• **WHAT YOU NEED TO DO**: Look through the entries below and show every line containing the word "Laguna".

• **RECORDS PROVIDED**:

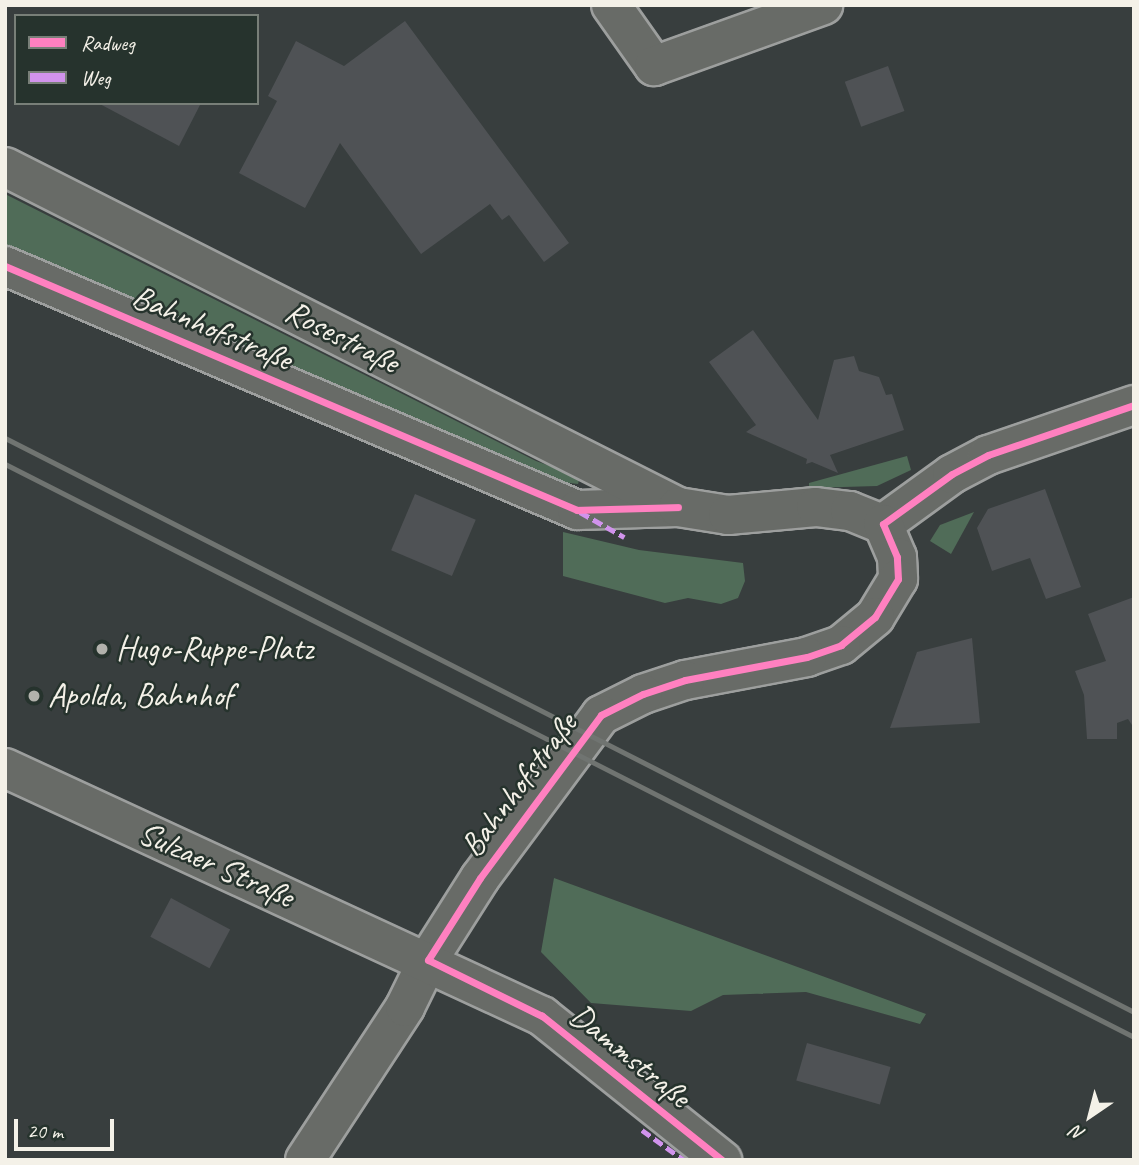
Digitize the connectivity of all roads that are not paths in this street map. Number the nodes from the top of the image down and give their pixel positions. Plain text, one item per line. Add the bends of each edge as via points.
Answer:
1 (611, 5) edge
2 (823, 5) edge
3 (5, 167) edge
4 (5, 266) edge
5 (1134, 405) edge
6 (678, 507) junction
7 (578, 510) junction
8 (883, 524) junction
9 (624, 537) dead end
10 (5, 768) edge
11 (428, 960) junction
12 (305, 1160) edge
13 (722, 1160) edge

1 - 2 main road via 654,66
3 - 6 main road, Rosestraße
4 - 7 main road, Bahnhofstraße
5 - 8 main road via 988,455 952,474
6 - 7 main road, Bahnhofstraße
6 - 8 main road, Bahnhofstraße via 728,515 816,507 850,511
7 - 9 main road
8 - 11 main road, Bahnhofstraße via 897,557 898,579 875,618 841,645 807,657 685,680 601,715 493,860
10 - 11 main road, Sulzaer Straße
11 - 12 main road, Bahnhofstraße via 405,1007
11 - 13 main road, Dammstraße via 542,1016

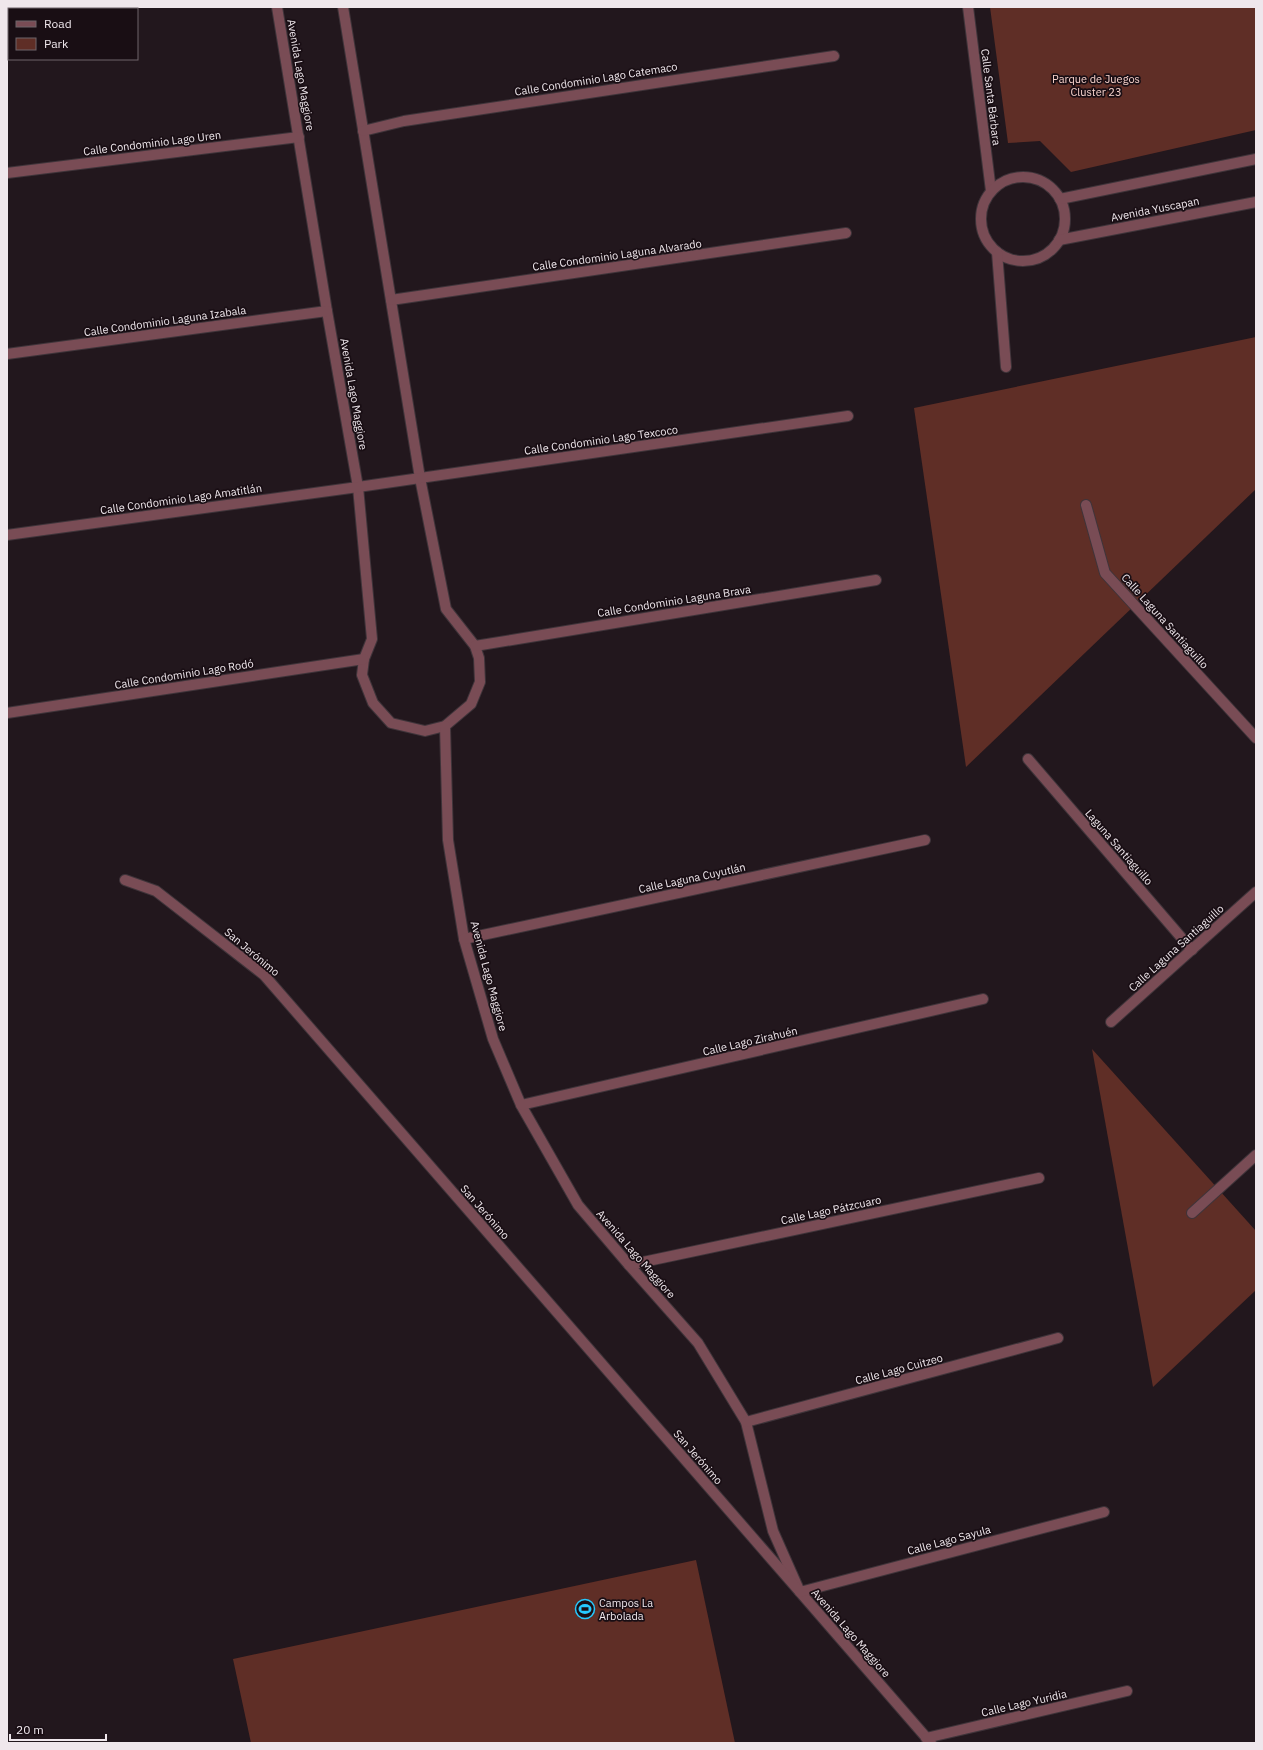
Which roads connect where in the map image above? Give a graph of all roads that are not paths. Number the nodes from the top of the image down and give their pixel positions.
1 (277, 7) edge
2 (343, 7) edge
3 (968, 7) edge
4 (834, 56) dead end
5 (363, 131) junction
6 (299, 137) junction
7 (1256, 159) edge
8 (7, 174) edge
9 (991, 191) junction
10 (1060, 199) junction
11 (1256, 202) edge
12 (846, 233) dead end
13 (1059, 240) junction
14 (997, 252) junction
15 (391, 300) junction
16 (327, 311) junction
17 (7, 354) edge
18 (1006, 367) dead end
19 (848, 416) dead end
20 (420, 478) junction
21 (358, 487) junction
22 (1086, 505) dead end
23 (7, 535) edge
24 (876, 580) dead end
25 (475, 646) junction
26 (364, 659) junction
27 (7, 713) edge
28 (445, 726) junction
29 (1256, 738) edge
30 (1028, 759) dead end
31 (925, 840) dead end
32 (125, 880) dead end
33 (1256, 892) edge
34 (464, 939) junction
35 (1192, 950) junction
36 (983, 999) dead end
37 (1111, 1022) dead end
38 (521, 1105) junction
39 (1256, 1155) edge
40 (1039, 1178) dead end
41 (1192, 1213) dead end
42 (629, 1265) junction
43 (1058, 1338) dead end
44 (746, 1422) junction
45 (1104, 1512) dead end
46 (800, 1592) junction
47 (1126, 1691) dead end
48 (929, 1740) edge

1 - 6 street, Avenida Lago Maggiore
2 - 5 street, Avenida Lago Maggiore
3 - 9 street, Calle Santa Bárbara
4 - 5 street, Calle Condominio Lago Catemaco
5 - 15 street, Avenida Lago Maggiore
6 - 8 street, Calle Condominio Lago Uren
6 - 16 street, Avenida Lago Maggiore
7 - 10 street
9 - 10 street
9 - 14 street
10 - 13 street
11 - 13 street, Avenida Yuscapan
12 - 15 street, Calle Condominio Laguna Alvarado
13 - 14 street
14 - 18 street
15 - 20 street, Avenida Lago Maggiore
16 - 17 street, Calle Condominio Laguna Izabala
16 - 21 street, Avenida Lago Maggiore
19 - 20 street, Calle Condominio Lago Texcoco
20 - 21 street, Calle Condominio Lago Texcoco
20 - 25 street, Avenida Lago Maggiore
21 - 23 street, Calle Condominio Lago Amatitlán
21 - 26 street, Avenida Lago Maggiore
22 - 29 street, Calle Laguna Santiaguillo
24 - 25 street, Calle Condominio Laguna Brava
25 - 28 street, Avenida Lago Maggiore
26 - 27 street, Calle Condominio Lago Rodó
26 - 28 street, Avenida Lago Maggiore
28 - 34 street, Avenida Lago Maggiore
30 - 35 street, Laguna Santiaguillo
31 - 34 street, Calle Laguna Cuyutlán
32 - 46 street, San Jerónimo
33 - 35 street, Calle Laguna Santiaguillo
34 - 38 street, Avenida Lago Maggiore
35 - 37 street, Calle Laguna Santiaguillo
36 - 38 street, Calle Lago Zirahuén
38 - 42 street, Avenida Lago Maggiore
39 - 41 street
40 - 42 street, Calle Lago Pátzcuaro
42 - 44 street, Avenida Lago Maggiore
43 - 44 street, Calle Lago Cuitzeo
44 - 46 street, Avenida Lago Maggiore
45 - 46 street, Calle Lago Sayula
46 - 48 street, Avenida Lago Maggiore
47 - 48 street, Calle Lago Yuridia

• **ANSWER BELOW**:
12 - 15 street, Calle Condominio Laguna Alvarado
16 - 17 street, Calle Condominio Laguna Izabala
22 - 29 street, Calle Laguna Santiaguillo
24 - 25 street, Calle Condominio Laguna Brava
30 - 35 street, Laguna Santiaguillo
31 - 34 street, Calle Laguna Cuyutlán
33 - 35 street, Calle Laguna Santiaguillo
35 - 37 street, Calle Laguna Santiaguillo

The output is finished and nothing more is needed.